Peristiwa itu mengundang kehebohan besar di dalam negeri “Israel”. Perdana Menteri Benjamin Netanyahu menyebutnya sebagai “hari yang berat”, sementara Presiden Isaac Herzog menyebutnya “hari yang menyakitkan”.
Detail dari operasi tersebut menjadi sorotan selama dua hari terakhir, khususnya setelah tayangan eksklusif milik Al Jazeera membantah narasi resmi yang disampaikan oleh pihak militer penjajah. Operasi itu terjadi di wilayah Ma’an yang berada di bawah kendali pasukan Zionis.
Reporter urusan militer Channel 13, Uri Heller, mengungkapkan bahwa militer Zionis baru berhasil membuka kendaraan lapis baja tersebut setelah menariknya kembali ke wilayah “Israel”. Setelah itu, dipastikan bahwa seluruh pasukan di dalamnya—yakni seorang komandan regu dan enam tentara dari korps teknik militer—telah gugur.
Kekurangan Personel dan Perlindungan
Analis militer Channel Kan, Roi Sharon, menyoroti kritik keras atas keputusan terus menggunakan kendaraan lapis baja tua dalam pertempuran. Ia menyebut ada kekurangan besar dalam jumlah kendaraan dan anjing pelacak dari Unit “Oketz”.
Tentara Zionis yang sedang bertempur di Gaza juga mengalami kekurangan dalam perlindungan pribadi, rompi antipeluru, teknologi tempur canggih, dan bahkan dari segi jumlah personel itu sendiri, ungkap Sharon.
Serangan ini kembali memunculkan pertanyaan tentang manfaat perang yang sedang berlangsung di Gaza. Para analis menyebut insiden tersebut membuka mata warga “Israel” terhadap kubangan lumpur yang mereka hadapi, hanya sehari setelah klaim keberhasilan mereka di Iran.
Ketua Komite Keuangan Knesset, Moshe Gafni, bahkan menyatakan dirinya tidak tahu alasan perang ini terus berlangsung. “Saya tidak tahu mengapa, dan apa yang dilakukan ‘Israel’ di Gaza, sementara tentara kita dibunuh setiap waktu,” ujarnya.
Gafni menambahkan bahwa “Israel” membutuhkan sosok seperti mantan Presiden AS Donald Trump yang bisa menghentikan perang dan membawa pulang para tawanan yang masih berada di Jalur Gaza.
Perang yang Menjerat
Mantan komandan Korps Utara militer Zionis, Noam Tibon, menyatakan bahwa banyak tentara saat ini ditempatkan di Gaza namun tetap diam di satu titik, sehingga mereka menjadi sasaran empuk.
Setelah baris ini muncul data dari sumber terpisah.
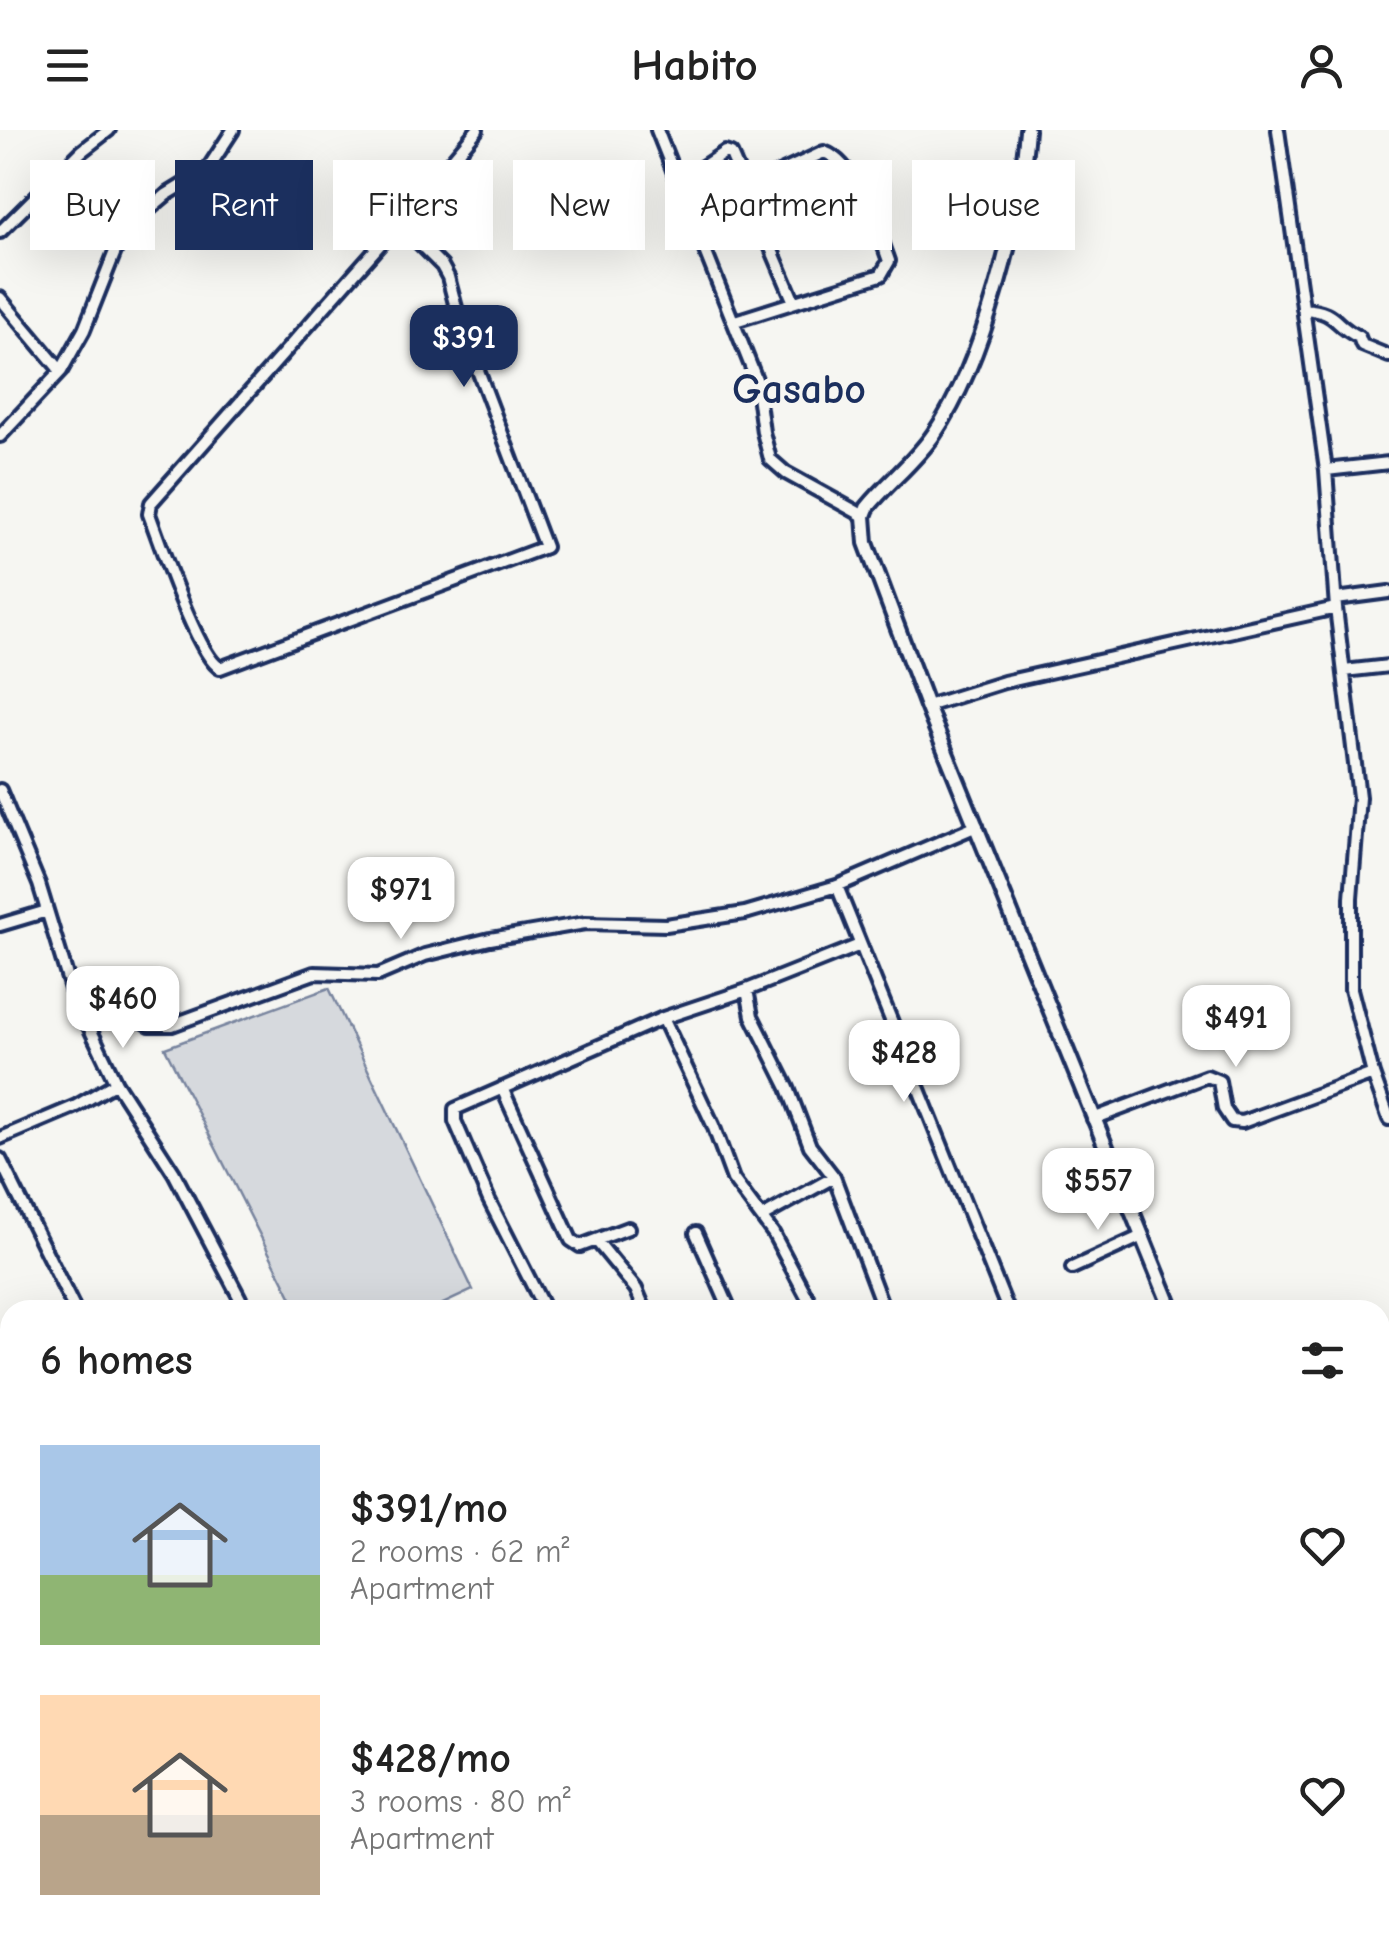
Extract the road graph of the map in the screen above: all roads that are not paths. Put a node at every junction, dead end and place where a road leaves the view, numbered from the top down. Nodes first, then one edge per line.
1 (109, 130) edge
2 (233, 130) edge
3 (477, 130) edge
4 (657, 130) edge
5 (1027, 130) edge
6 (1278, 130) edge
7 (452, 160) edge
8 (670, 160) edge
9 (807, 160) edge
10 (838, 160) edge
11 (399, 223) joint
12 (0, 232) edge
13 (707, 250) edge
14 (771, 250) edge
15 (885, 250) edge
16 (0, 298) edge
17 (794, 302) junction
18 (1302, 309) junction
19 (735, 321) junction
20 (1389, 356) edge
21 (61, 371) junction
22 (0, 436) edge
23 (1389, 464) edge
24 (1326, 470) junction
25 (864, 516) junction
26 (1389, 592) edge
27 (1336, 603) junction
28 (1389, 666) edge
29 (1344, 671) junction
30 (927, 706) junction
31 (0, 790) edge
32 (977, 826) junction
33 (837, 886) junction
34 (48, 911) junction
35 (0, 925) edge
36 (860, 945) junction
37 (70, 989) junction
38 (747, 990) junction
39 (662, 1018) junction
40 (1373, 1074) junction
41 (116, 1083) junction
42 (502, 1088) junction
43 (1094, 1119) junction
44 (1389, 1119) edge
45 (0, 1138) edge
46 (0, 1159) edge
47 (834, 1177) junction
48 (762, 1217) junction
49 (628, 1228) dead end
50 (696, 1234) dead end
51 (1142, 1236) junction
52 (596, 1240) junction
53 (1072, 1268) dead end
54 (70, 1300) edge
55 (241, 1300) edge
56 (540, 1300) edge
57 (641, 1300) edge
58 (726, 1300) edge
59 (808, 1300) edge
60 (880, 1300) edge
61 (1004, 1300) edge
62 (1168, 1300) edge

1 - 12 street
2 - 21 street
3 - 7 street
4 - 8 street
5 - 25 main road
6 - 18 street
9 - 10 street
11 - 11 street
13 - 19 street
14 - 17 street
15 - 17 street
16 - 21 street
17 - 19 street
18 - 20 street
18 - 24 street
19 - 25 street
21 - 22 street
23 - 24 street
24 - 27 street
25 - 30 main road
26 - 27 street
27 - 29 street
27 - 30 street
28 - 29 street
29 - 40 street
30 - 32 main road
31 - 34 street
32 - 33 street
32 - 43 main road
33 - 36 street
33 - 37 street
34 - 35 street
34 - 37 street
36 - 38 street
36 - 61 street
37 - 41 street
38 - 39 street
38 - 47 street
39 - 42 street
39 - 48 street
40 - 43 street
40 - 44 street
41 - 45 street
41 - 55 street
42 - 52 street
42 - 56 street
43 - 51 main road
46 - 54 street
47 - 48 street
47 - 60 street
48 - 59 street
49 - 52 street
50 - 58 street
51 - 53 street
51 - 62 main road
52 - 57 street

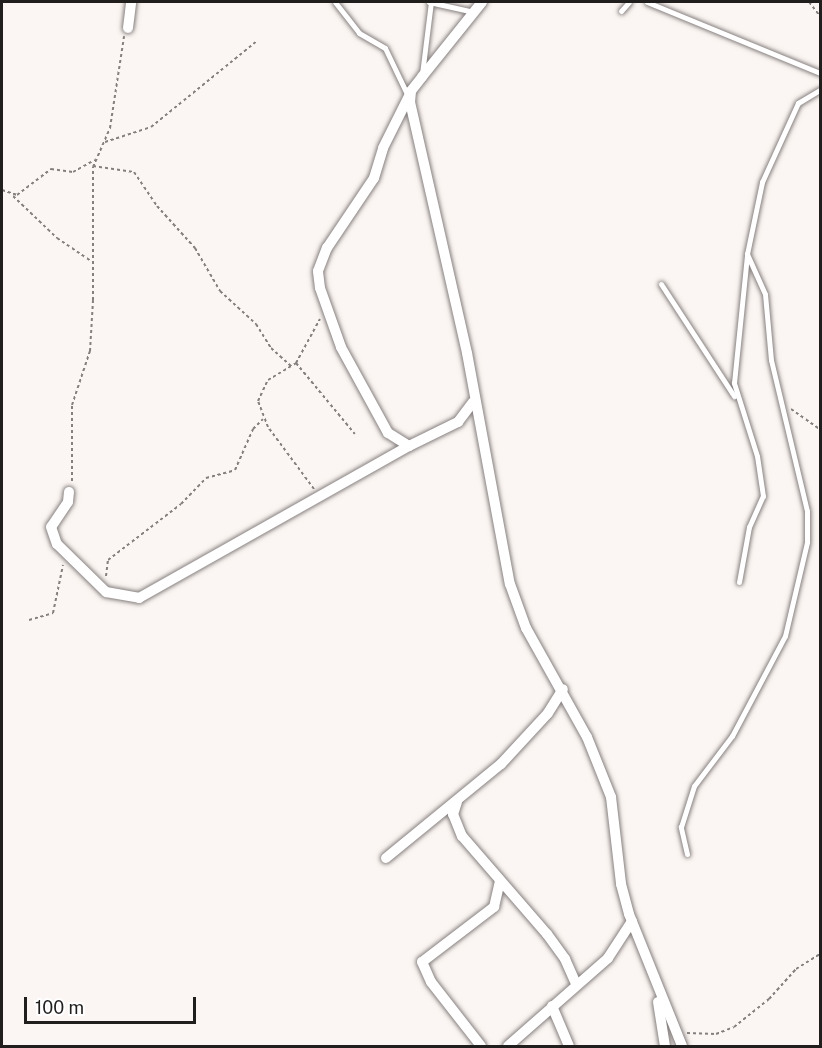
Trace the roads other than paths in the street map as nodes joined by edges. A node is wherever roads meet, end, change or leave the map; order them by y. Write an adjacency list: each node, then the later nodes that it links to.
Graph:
1 (131, 2): 9 (street)
2 (335, 2): 13 (lane)
3 (430, 2): 8 (lane); 11 (lane)
4 (482, 2): 8 (street)
5 (629, 2): 7 (lane)
6 (647, 2): 10 (lane)
7 (621, 10)
8 (476, 12): 11 (street)
9 (128, 28)
10 (820, 73)
11 (422, 77): 13 (street)
12 (820, 90): 14 (lane)
13 (410, 94): 17 (street); 18 (street)
14 (747, 254): 16 (lane); 25 (lane)
15 (662, 284): 16 (lane)
16 (735, 397): 22 (lane)
17 (474, 402): 19 (street); 23 (street)
18 (392, 438): 19 (street); 20 (street)
19 (409, 446): 20 (street)
20 (396, 453): 21 (street)
21 (69, 492)
22 (739, 582)
23 (563, 688): 24 (street); 28 (street)
24 (457, 802): 26 (street); 27 (street)
25 (687, 854)
26 (386, 858)
27 (500, 881): 29 (street); 32 (street)
28 (632, 921): 29 (street); 30 (street)
29 (576, 984): 31 (street)
30 (655, 986): 35 (street); 36 (street)
31 (552, 1005): 33 (street); 34 (street)
32 (481, 1047)
33 (507, 1047)
34 (569, 1047)
35 (665, 1047)
36 (682, 1047)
Ia mengingatkan bahwa ia telah berkali-kali memperingatkan tentang “lumpur Gaza”.
Tibon membandingkan dengan perang gerilya yang mereka hadapi di Lebanon, di mana tentara “Israel” menghadapi tiga ancaman utama: peluncur roket RPG, penembak jitu, dan ranjau. Ia menekankan perlunya mengakhiri perang ini sesegera mungkin dan memulangkan para tawanan—baik yang hidup maupun yang telah gugur.
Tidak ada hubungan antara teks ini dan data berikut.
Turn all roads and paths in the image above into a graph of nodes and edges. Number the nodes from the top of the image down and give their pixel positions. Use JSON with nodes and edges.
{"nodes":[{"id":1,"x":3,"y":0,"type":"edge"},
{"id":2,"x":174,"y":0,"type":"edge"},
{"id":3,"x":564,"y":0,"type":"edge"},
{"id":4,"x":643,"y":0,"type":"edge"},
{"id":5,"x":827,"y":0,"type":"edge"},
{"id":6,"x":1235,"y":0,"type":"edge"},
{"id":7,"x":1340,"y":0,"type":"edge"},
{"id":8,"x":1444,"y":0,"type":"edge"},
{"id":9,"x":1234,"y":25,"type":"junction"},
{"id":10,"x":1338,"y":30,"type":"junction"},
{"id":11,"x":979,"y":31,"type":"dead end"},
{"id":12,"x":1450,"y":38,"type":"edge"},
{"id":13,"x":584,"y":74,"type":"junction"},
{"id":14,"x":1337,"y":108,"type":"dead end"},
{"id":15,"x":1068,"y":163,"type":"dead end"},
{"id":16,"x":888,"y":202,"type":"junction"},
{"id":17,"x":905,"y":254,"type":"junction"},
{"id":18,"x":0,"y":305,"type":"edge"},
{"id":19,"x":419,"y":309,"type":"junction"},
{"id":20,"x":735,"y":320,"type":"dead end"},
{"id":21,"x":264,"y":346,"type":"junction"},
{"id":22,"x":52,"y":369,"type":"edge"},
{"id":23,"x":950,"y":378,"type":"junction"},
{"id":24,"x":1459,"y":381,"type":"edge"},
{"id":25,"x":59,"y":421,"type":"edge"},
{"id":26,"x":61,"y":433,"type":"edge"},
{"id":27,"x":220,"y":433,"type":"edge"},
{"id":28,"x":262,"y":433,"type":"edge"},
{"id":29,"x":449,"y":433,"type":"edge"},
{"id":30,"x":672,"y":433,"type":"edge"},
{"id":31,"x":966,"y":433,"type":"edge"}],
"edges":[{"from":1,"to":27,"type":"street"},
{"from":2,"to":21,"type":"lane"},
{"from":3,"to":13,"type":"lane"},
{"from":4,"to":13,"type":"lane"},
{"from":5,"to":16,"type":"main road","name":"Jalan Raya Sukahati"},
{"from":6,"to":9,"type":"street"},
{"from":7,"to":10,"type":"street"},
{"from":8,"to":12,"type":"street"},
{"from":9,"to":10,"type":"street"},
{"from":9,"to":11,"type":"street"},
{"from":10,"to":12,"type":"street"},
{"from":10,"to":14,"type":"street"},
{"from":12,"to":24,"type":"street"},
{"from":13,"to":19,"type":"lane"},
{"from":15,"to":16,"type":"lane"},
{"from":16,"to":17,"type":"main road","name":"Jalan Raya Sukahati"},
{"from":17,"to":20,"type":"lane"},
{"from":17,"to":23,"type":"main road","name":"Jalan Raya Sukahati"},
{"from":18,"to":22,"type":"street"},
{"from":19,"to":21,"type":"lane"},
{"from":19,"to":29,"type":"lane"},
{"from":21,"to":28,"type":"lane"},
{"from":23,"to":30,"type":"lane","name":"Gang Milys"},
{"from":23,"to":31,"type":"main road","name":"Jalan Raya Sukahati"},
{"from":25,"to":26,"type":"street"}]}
Ia juga memperingatkan, jika “Israel” terus menunda, maka prestasi militer mereka di Iran dan dukungan Trump bisa sia-sia. Kekalahan di Gaza dapat menyeret mereka ke dalam “kubangan baru yang akan menjadi kesalahan fatal”.
Dalam konteks yang sama, mantan kepala pertahanan udara Zionis Tzvika Haimovich mengatakan bahwa insiden ini membuktikan, jika kepemimpinan bisa menyelesaikan perang dengan Iran, maka seharusnya mereka juga bisa mengakhiri perang ini.
Sementara itu, jurnalis “Haaretz”, Uri Misgav, menyatakan bahwa keinginan warga “Israel” untuk kembali ke kehidupan normal berarti harus keluar dari perang di Gaza yang telah berlangsung selama 21 bulan. “Ada tawanan yang masih hidup, yang telah gugur, dan para tentara yang dikorbankan dan ditelantarkan,” ujarnya.